*** Block opens ***

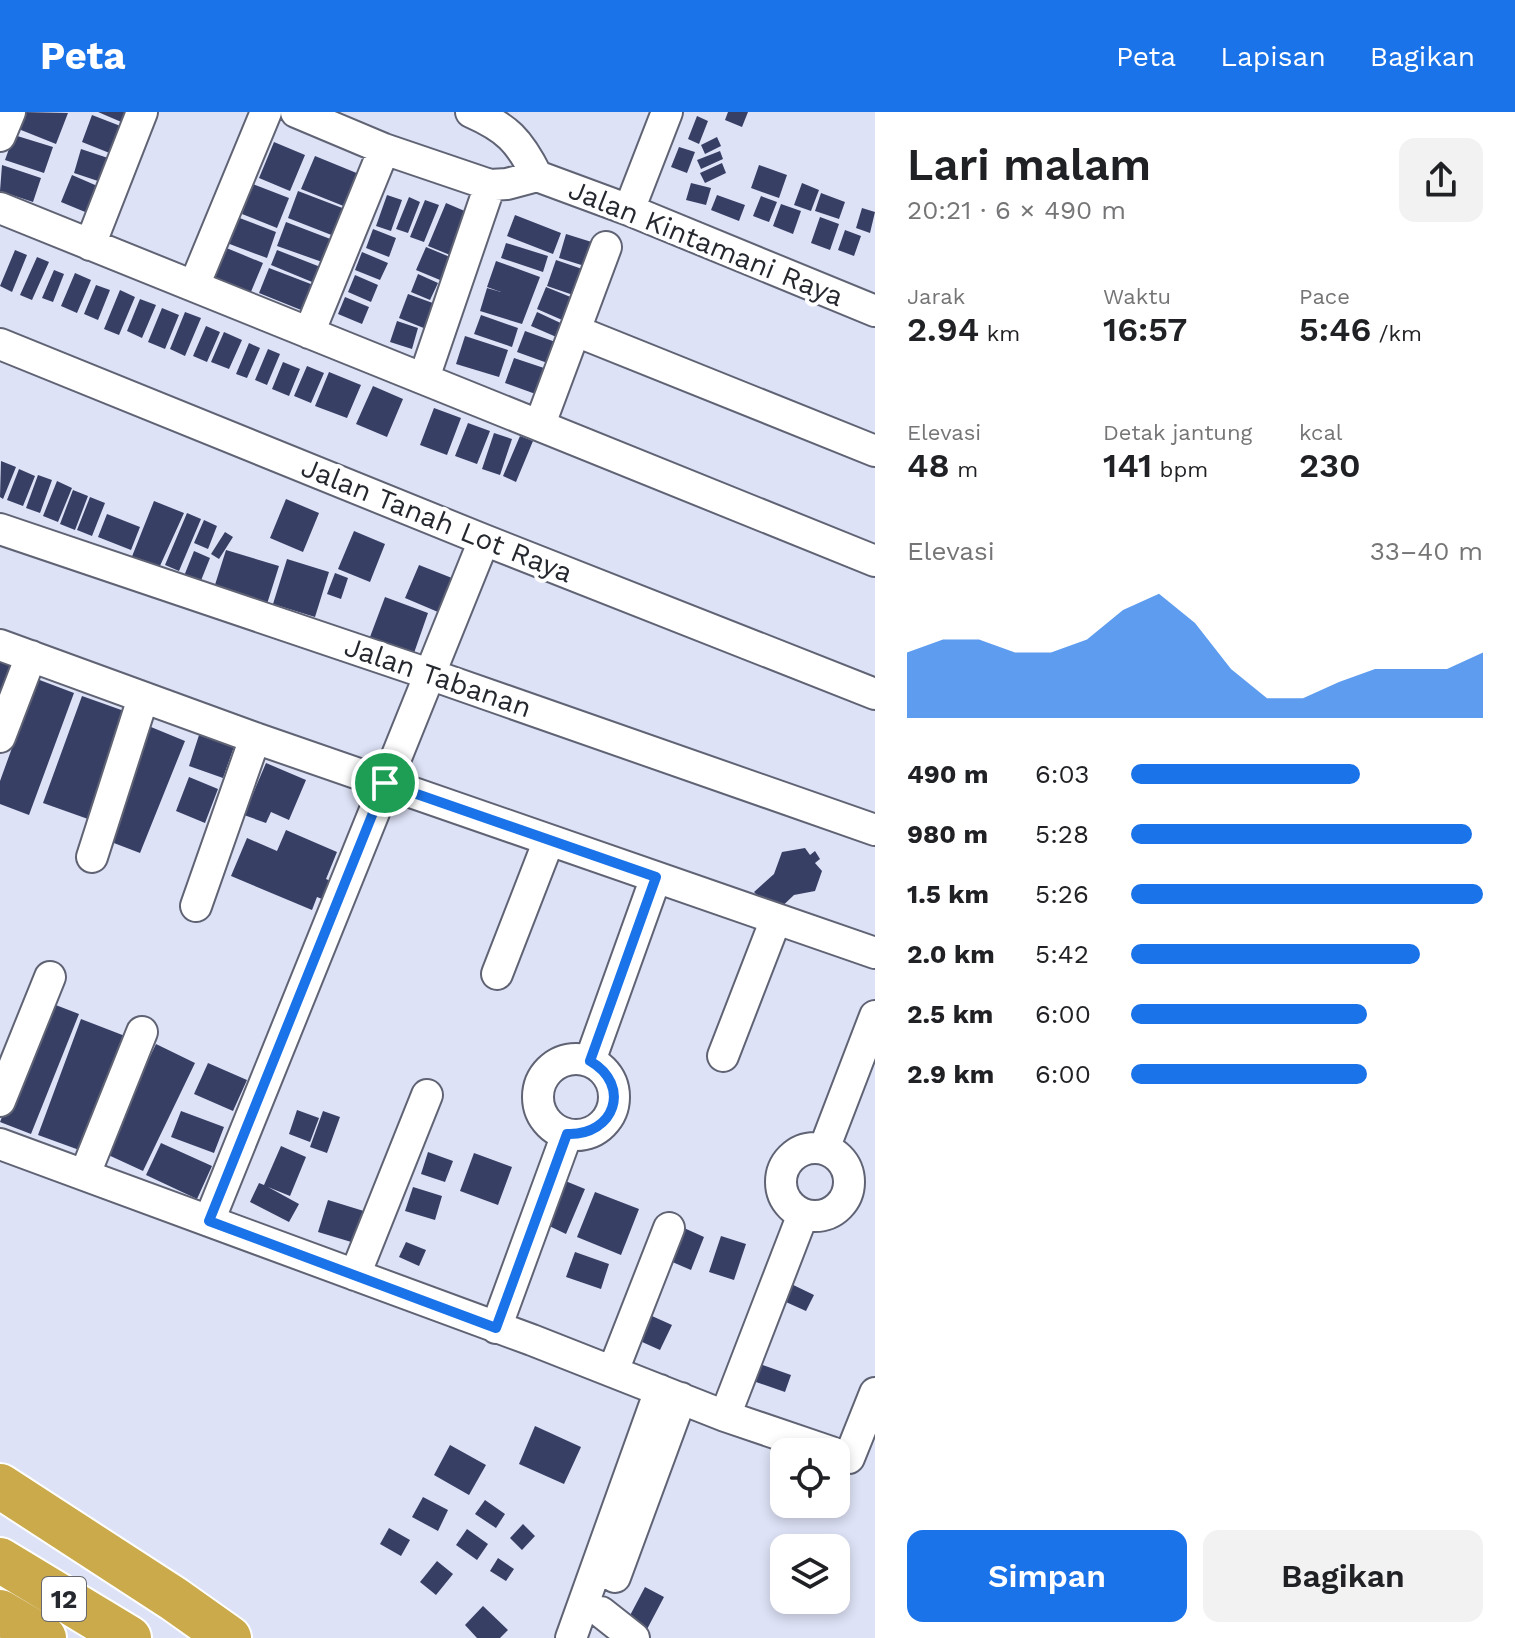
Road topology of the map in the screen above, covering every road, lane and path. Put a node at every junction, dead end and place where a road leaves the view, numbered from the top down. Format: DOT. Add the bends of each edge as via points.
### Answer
graph roads {
  1 [pos="10,112"];
  2 [pos="142,112"];
  3 [pos="266,112"];
  4 [pos="296,112"];
  5 [pos="471,112"];
  6 [pos="667,112"];
  7 [pos="519,124"];
  8 [pos="0,136"];
  9 [pos="384,149"];
  10 [pos="537,176"];
  11 [pos="490,185"];
  12 [pos="0,208"];
  13 [pos="629,210"];
  14 [pos="90,245"];
  15 [pos="606,247"];
  16 [pos="194,286"];
  17 [pos="875,311"];
  18 [pos="576,331"];
  19 [pos="309,333"];
  20 [pos="0,344"];
  21 [pos="424,378"];
  22 [pos="540,424"];
  23 [pos="875,451"];
  24 [pos="0,529"];
  25 [pos="484,540"];
  26 [pos="875,561"];
  27 [pos="0,645"];
  28 [pos="31,656"];
  29 [pos="429,674"];
  30 [pos="875,694"];
  31 [pos="143,698"];
  32 [pos="0,737"];
  33 [pos="255,738"];
  34 [pos="385,783"];
  35 [pos="875,830"];
  36 [pos="549,840"];
  37 [pos="92,857"];
  38 [pos="656,877"];
  39 [pos="196,906"];
  40 [pos="776,919"];
  41 [pos="875,953"];
  42 [pos="497,974"];
  43 [pos="50,977"];
  44 [pos="875,1016"];
  45 [pos="142,1032"];
  46 [pos="723,1056"];
  47 [pos="590,1061"];
  48 [pos="427,1095"];
  49 [pos="0,1101"];
  50 [pos="567,1134"];
  51 [pos="0,1144"];
  52 [pos="824,1149"];
  53 [pos="85,1174"];
  54 [pos="803,1214"];
  55 [pos="209,1221"];
  56 [pos="669,1228"];
  57 [pos="355,1275"];
  58 [pos="496,1328"];
  59 [pos="613,1371"];
  60 [pos="875,1393"];
  61 [pos="670,1394"];
  62 [pos="725,1416"];
  63 [pos="789,1438"];
  64 [pos="850,1453"];
  65 [pos="0,1486"];
  66 [pos="0,1560"];
  67 [pos="0,1612"];
  68 [pos="595,1625"];
  69 [pos="44,1638"];
  70 [pos="129,1638"];
  71 [pos="229,1638"];
  72 [pos="571,1638"];
  73 [pos="634,1638"];
  1 -- 8 [label="street"];
  2 -- 14 [label="street"];
  3 -- 16 [label="street"];
  4 -- 9 [label="street"];
  5 -- 7 [label="street"];
  6 -- 13 [label="street"];
  7 -- 10 [label="street" via="523,148"];
  9 -- 11 [label="street"];
  9 -- 19 [label="street"];
  10 -- 11 [label="street"];
  10 -- 13 [label="street, Jalan Kintamani Raya"];
  11 -- 21 [label="street"];
  12 -- 14 [label="street"];
  13 -- 17 [label="street, Jalan Kintamani Raya"];
  14 -- 16 [label="street"];
  15 -- 18 [label="street"];
  16 -- 19 [label="street"];
  18 -- 22 [label="street"];
  18 -- 23 [label="street"];
  19 -- 21 [label="street"];
  20 -- 25 [label="street, Jalan Tanah Lot Raya"];
  21 -- 22 [label="street"];
  22 -- 26 [label="street"];
  24 -- 29 [label="street, Jalan Tabanan"];
  25 -- 29 [label="street"];
  25 -- 30 [label="street, Jalan Tanah Lot Raya"];
  27 -- 28 [label="street"];
  28 -- 31 [label="street"];
  28 -- 32 [label="street"];
  29 -- 34 [label="street"];
  29 -- 35 [label="street, Jalan Tabanan"];
  31 -- 33 [label="street"];
  31 -- 37 [label="street"];
  33 -- 34 [label="street"];
  33 -- 39 [label="street"];
  34 -- 36 [label="street"];
  34 -- 55 [label="street"];
  36 -- 38 [label="street"];
  36 -- 42 [label="street"];
  38 -- 40 [label="street"];
  38 -- 47 [label="street"];
  40 -- 41 [label="street"];
  40 -- 46 [label="street"];
  43 -- 49 [label="street"];
  44 -- 52 [label="street"];
  45 -- 53 [label="street"];
  47 -- 50 [label="street" via="612,1085 612,1108 590,1132"];
  47 -- 50 [label="street" via="563,1061 542,1079 539,1106 555,1129"];
  48 -- 57 [label="street"];
  50 -- 58 [label="street"];
  51 -- 53 [label="street"];
  52 -- 54 [label="street" via="795,1155 783,1172 787,1202"];
  52 -- 54 [label="street" via="843,1163 849,1186 838,1208 827,1214"];
  53 -- 55 [label="street"];
  54 -- 62 [label="street"];
  55 -- 57 [label="street"];
  56 -- 59 [label="street"];
  57 -- 58 [label="street"];
  58 -- 59 [label="street"];
  59 -- 61 [label="street"];
  60 -- 64 [label="street"];
  61 -- 62 [label="street"];
  61 -- 68 [label="street"];
  61 -- 72 [label="street"];
  62 -- 63 [label="street"];
  65 -- 71 [label="highway"];
  66 -- 70 [label="highway, 12"];
  67 -- 69 [label="highway, 12"];
  68 -- 73 [label="street"];
}
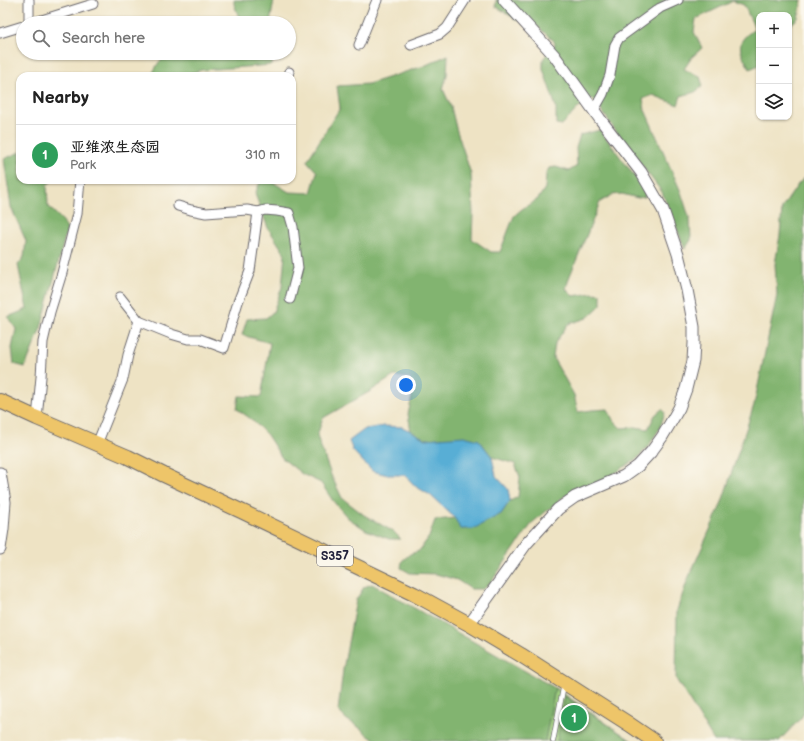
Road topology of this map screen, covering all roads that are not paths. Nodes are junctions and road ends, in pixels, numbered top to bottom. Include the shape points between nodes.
1 (29, 0) edge
2 (377, 0) edge
3 (465, 0) edge
4 (504, 0) edge
5 (678, 0) edge
6 (94, 4) dead end
7 (29, 16) edge
8 (55, 16) edge
9 (16, 28) edge
10 (0, 33) edge
11 (359, 45) dead end
12 (411, 45) dead end
13 (594, 110) junction
14 (80, 184) edge
15 (178, 206) dead end
16 (258, 212) junction
17 (120, 297) dead end
18 (290, 299) dead end
19 (139, 321) junction
20 (0, 401) edge
21 (37, 418) junction
22 (97, 444) junction
23 (0, 473) edge
24 (3, 502) edge
25 (0, 549) edge
26 (469, 624) junction
27 (564, 683) junction
28 (553, 741) edge
29 (654, 741) edge

1 - 7 street
2 - 11 street
3 - 12 street via 447,28 440,34
4 - 13 street via 554,55
5 - 13 street via 660,8 619,38 610,75
6 - 8 street
9 - 10 street
13 - 26 street via 641,172 663,210 678,254 694,327 690,376 678,408 651,452 624,476 575,497 558,509 526,544
14 - 21 street via 77,214 43,342
15 - 16 street via 206,213 247,210
16 - 18 street via 266,210 289,213 298,268
16 - 19 street via 250,271 224,348 200,339 188,339 171,334
17 - 19 street
19 - 22 street via 123,379
20 - 21 main road, S357
21 - 22 main road, S357
22 - 26 main road, S357 via 241,510
23 - 24 street
24 - 25 street
26 - 27 main road, S357
27 - 28 lane
27 - 29 main road, S357

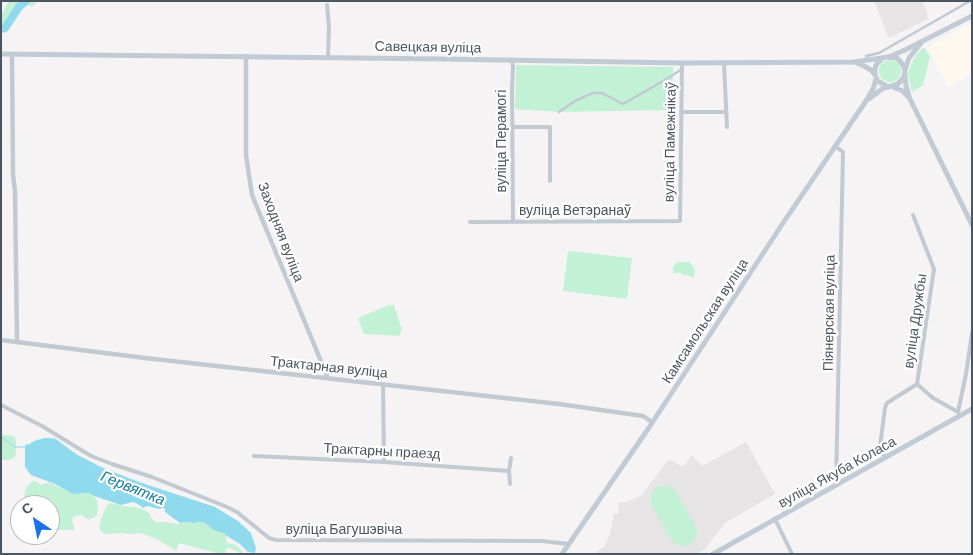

*** Block closes ***

• [Your instructions]: All lines above must be repeated exactly, and the pictures must be omitted.

• [Expected output]:
Road topology of the map in the screen above, covering every road, lane and path. Put a node at every junction, dead end and place where a road leaves the view, numbered from the top down. Format: DOT. Add the bends of each edge as via points.
### Answer
graph roads {
  1 [pos="10,112"];
  2 [pos="142,112"];
  3 [pos="266,112"];
  4 [pos="296,112"];
  5 [pos="471,112"];
  6 [pos="667,112"];
  7 [pos="519,124"];
  8 [pos="0,136"];
  9 [pos="384,149"];
  10 [pos="537,176"];
  11 [pos="490,185"];
  12 [pos="0,208"];
  13 [pos="629,210"];
  14 [pos="90,245"];
  15 [pos="606,247"];
  16 [pos="194,286"];
  17 [pos="875,311"];
  18 [pos="576,331"];
  19 [pos="309,333"];
  20 [pos="0,344"];
  21 [pos="424,378"];
  22 [pos="540,424"];
  23 [pos="875,451"];
  24 [pos="0,529"];
  25 [pos="484,540"];
  26 [pos="875,561"];
  27 [pos="0,645"];
  28 [pos="31,656"];
  29 [pos="429,674"];
  30 [pos="875,694"];
  31 [pos="143,698"];
  32 [pos="0,737"];
  33 [pos="255,738"];
  34 [pos="385,783"];
  35 [pos="875,830"];
  36 [pos="549,840"];
  37 [pos="92,857"];
  38 [pos="656,877"];
  39 [pos="196,906"];
  40 [pos="776,919"];
  41 [pos="875,953"];
  42 [pos="497,974"];
  43 [pos="50,977"];
  44 [pos="875,1016"];
  45 [pos="142,1032"];
  46 [pos="723,1056"];
  47 [pos="590,1061"];
  48 [pos="427,1095"];
  49 [pos="0,1101"];
  50 [pos="567,1134"];
  51 [pos="0,1144"];
  52 [pos="824,1149"];
  53 [pos="85,1174"];
  54 [pos="803,1214"];
  55 [pos="209,1221"];
  56 [pos="669,1228"];
  57 [pos="355,1275"];
  58 [pos="496,1328"];
  59 [pos="613,1371"];
  60 [pos="875,1393"];
  61 [pos="670,1394"];
  62 [pos="725,1416"];
  63 [pos="789,1438"];
  64 [pos="850,1453"];
  65 [pos="0,1486"];
  66 [pos="0,1560"];
  67 [pos="0,1612"];
  68 [pos="595,1625"];
  69 [pos="44,1638"];
  70 [pos="129,1638"];
  71 [pos="229,1638"];
  72 [pos="571,1638"];
  73 [pos="634,1638"];
  1 -- 8 [label="street"];
  2 -- 14 [label="street"];
  3 -- 16 [label="street"];
  4 -- 9 [label="street"];
  5 -- 7 [label="street"];
  6 -- 13 [label="street"];
  7 -- 10 [label="street" via="523,148"];
  9 -- 11 [label="street"];
  9 -- 19 [label="street"];
  10 -- 11 [label="street"];
  10 -- 13 [label="street, Jalan Kintamani Raya"];
  11 -- 21 [label="street"];
  12 -- 14 [label="street"];
  13 -- 17 [label="street, Jalan Kintamani Raya"];
  14 -- 16 [label="street"];
  15 -- 18 [label="street"];
  16 -- 19 [label="street"];
  18 -- 22 [label="street"];
  18 -- 23 [label="street"];
  19 -- 21 [label="street"];
  20 -- 25 [label="street, Jalan Tanah Lot Raya"];
  21 -- 22 [label="street"];
  22 -- 26 [label="street"];
  24 -- 29 [label="street, Jalan Tabanan"];
  25 -- 29 [label="street"];
  25 -- 30 [label="street, Jalan Tanah Lot Raya"];
  27 -- 28 [label="street"];
  28 -- 31 [label="street"];
  28 -- 32 [label="street"];
  29 -- 34 [label="street"];
  29 -- 35 [label="street, Jalan Tabanan"];
  31 -- 33 [label="street"];
  31 -- 37 [label="street"];
  33 -- 34 [label="street"];
  33 -- 39 [label="street"];
  34 -- 36 [label="street"];
  34 -- 55 [label="street"];
  36 -- 38 [label="street"];
  36 -- 42 [label="street"];
  38 -- 40 [label="street"];
  38 -- 47 [label="street"];
  40 -- 41 [label="street"];
  40 -- 46 [label="street"];
  43 -- 49 [label="street"];
  44 -- 52 [label="street"];
  45 -- 53 [label="street"];
  47 -- 50 [label="street" via="612,1085 612,1108 590,1132"];
  47 -- 50 [label="street" via="563,1061 542,1079 539,1106 555,1129"];
  48 -- 57 [label="street"];
  50 -- 58 [label="street"];
  51 -- 53 [label="street"];
  52 -- 54 [label="street" via="795,1155 783,1172 787,1202"];
  52 -- 54 [label="street" via="843,1163 849,1186 838,1208 827,1214"];
  53 -- 55 [label="street"];
  54 -- 62 [label="street"];
  55 -- 57 [label="street"];
  56 -- 59 [label="street"];
  57 -- 58 [label="street"];
  58 -- 59 [label="street"];
  59 -- 61 [label="street"];
  60 -- 64 [label="street"];
  61 -- 62 [label="street"];
  61 -- 68 [label="street"];
  61 -- 72 [label="street"];
  62 -- 63 [label="street"];
  65 -- 71 [label="highway"];
  66 -- 70 [label="highway, 12"];
  67 -- 69 [label="highway, 12"];
  68 -- 73 [label="street"];
}
Road topology of this map screen, covering all roads that are not paths. Nodes are junctions and road ends, in pixels, numbered top to bottom. Include the shape points between nodes.
1 (29, 0) edge
2 (377, 0) edge
3 (465, 0) edge
4 (504, 0) edge
5 (678, 0) edge
6 (94, 4) dead end
7 (29, 16) edge
8 (55, 16) edge
9 (16, 28) edge
10 (0, 33) edge
11 (359, 45) dead end
12 (411, 45) dead end
13 (594, 110) junction
14 (80, 184) edge
15 (178, 206) dead end
16 (258, 212) junction
17 (120, 297) dead end
18 (290, 299) dead end
19 (139, 321) junction
20 (0, 401) edge
21 (37, 418) junction
22 (97, 444) junction
23 (0, 473) edge
24 (3, 502) edge
25 (0, 549) edge
26 (469, 624) junction
27 (564, 683) junction
28 (553, 741) edge
29 (654, 741) edge

1 - 7 street
2 - 11 street
3 - 12 street via 447,28 440,34
4 - 13 street via 554,55
5 - 13 street via 660,8 619,38 610,75
6 - 8 street
9 - 10 street
13 - 26 street via 641,172 663,210 678,254 694,327 690,376 678,408 651,452 624,476 575,497 558,509 526,544
14 - 21 street via 77,214 43,342
15 - 16 street via 206,213 247,210
16 - 18 street via 266,210 289,213 298,268
16 - 19 street via 250,271 224,348 200,339 188,339 171,334
17 - 19 street
19 - 22 street via 123,379
20 - 21 main road, S357
21 - 22 main road, S357
22 - 26 main road, S357 via 241,510
23 - 24 street
24 - 25 street
26 - 27 main road, S357
27 - 28 lane
27 - 29 main road, S357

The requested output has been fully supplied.